# [What you need to do]
Return a copy of every line in the records that includes the word "edges".

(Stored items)
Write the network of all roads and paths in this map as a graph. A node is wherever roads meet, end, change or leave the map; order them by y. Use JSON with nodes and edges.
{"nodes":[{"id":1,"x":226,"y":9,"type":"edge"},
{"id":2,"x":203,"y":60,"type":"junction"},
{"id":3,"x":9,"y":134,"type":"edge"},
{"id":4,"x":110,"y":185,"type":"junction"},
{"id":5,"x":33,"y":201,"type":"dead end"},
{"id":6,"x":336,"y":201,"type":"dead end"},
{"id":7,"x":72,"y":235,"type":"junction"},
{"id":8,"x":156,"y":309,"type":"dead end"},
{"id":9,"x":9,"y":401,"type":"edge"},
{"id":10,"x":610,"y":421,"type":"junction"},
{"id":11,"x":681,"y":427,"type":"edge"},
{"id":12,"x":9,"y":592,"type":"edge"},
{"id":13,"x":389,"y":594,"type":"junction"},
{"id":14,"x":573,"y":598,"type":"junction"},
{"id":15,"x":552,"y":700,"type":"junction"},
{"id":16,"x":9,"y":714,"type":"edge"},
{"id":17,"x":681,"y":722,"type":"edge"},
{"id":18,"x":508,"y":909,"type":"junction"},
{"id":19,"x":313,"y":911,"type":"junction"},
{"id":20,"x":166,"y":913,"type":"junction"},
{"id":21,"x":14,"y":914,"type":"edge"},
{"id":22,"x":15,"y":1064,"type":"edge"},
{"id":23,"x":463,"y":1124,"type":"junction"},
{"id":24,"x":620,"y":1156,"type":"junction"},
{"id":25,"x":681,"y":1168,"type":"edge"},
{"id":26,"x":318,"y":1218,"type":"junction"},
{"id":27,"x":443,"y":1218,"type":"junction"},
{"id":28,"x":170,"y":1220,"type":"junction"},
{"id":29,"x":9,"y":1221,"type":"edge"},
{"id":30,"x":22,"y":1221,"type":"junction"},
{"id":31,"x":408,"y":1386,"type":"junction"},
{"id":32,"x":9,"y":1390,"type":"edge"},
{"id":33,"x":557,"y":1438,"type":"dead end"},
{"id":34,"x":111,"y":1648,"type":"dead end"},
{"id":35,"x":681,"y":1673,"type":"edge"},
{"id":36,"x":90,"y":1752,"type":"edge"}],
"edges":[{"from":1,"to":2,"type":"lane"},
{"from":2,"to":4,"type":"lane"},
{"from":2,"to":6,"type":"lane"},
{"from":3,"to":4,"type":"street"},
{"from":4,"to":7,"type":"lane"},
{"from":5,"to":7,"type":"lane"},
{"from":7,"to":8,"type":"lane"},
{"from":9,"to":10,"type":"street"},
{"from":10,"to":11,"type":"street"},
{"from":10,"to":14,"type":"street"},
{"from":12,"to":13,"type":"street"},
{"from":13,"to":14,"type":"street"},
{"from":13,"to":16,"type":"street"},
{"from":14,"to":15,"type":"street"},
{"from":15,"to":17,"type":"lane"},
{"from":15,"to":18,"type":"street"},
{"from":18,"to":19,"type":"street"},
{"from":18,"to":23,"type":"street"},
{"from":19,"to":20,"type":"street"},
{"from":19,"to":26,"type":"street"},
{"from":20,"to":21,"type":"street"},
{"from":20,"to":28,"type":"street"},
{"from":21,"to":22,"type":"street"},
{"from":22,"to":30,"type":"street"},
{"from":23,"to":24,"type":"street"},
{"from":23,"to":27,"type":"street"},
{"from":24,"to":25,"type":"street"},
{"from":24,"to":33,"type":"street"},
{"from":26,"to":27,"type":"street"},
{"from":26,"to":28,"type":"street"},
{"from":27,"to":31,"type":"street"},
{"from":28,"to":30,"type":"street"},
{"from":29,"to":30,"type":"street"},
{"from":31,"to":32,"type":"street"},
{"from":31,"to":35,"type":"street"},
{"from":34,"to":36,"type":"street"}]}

# [Answer to the exercise]
Write the network of all roads and paths in this map as a graph. A node is wherever roads meet, end, change or leave the map; order them by y. Use JSON with nodes and edges.
"edges":[{"from":1,"to":2,"type":"lane"},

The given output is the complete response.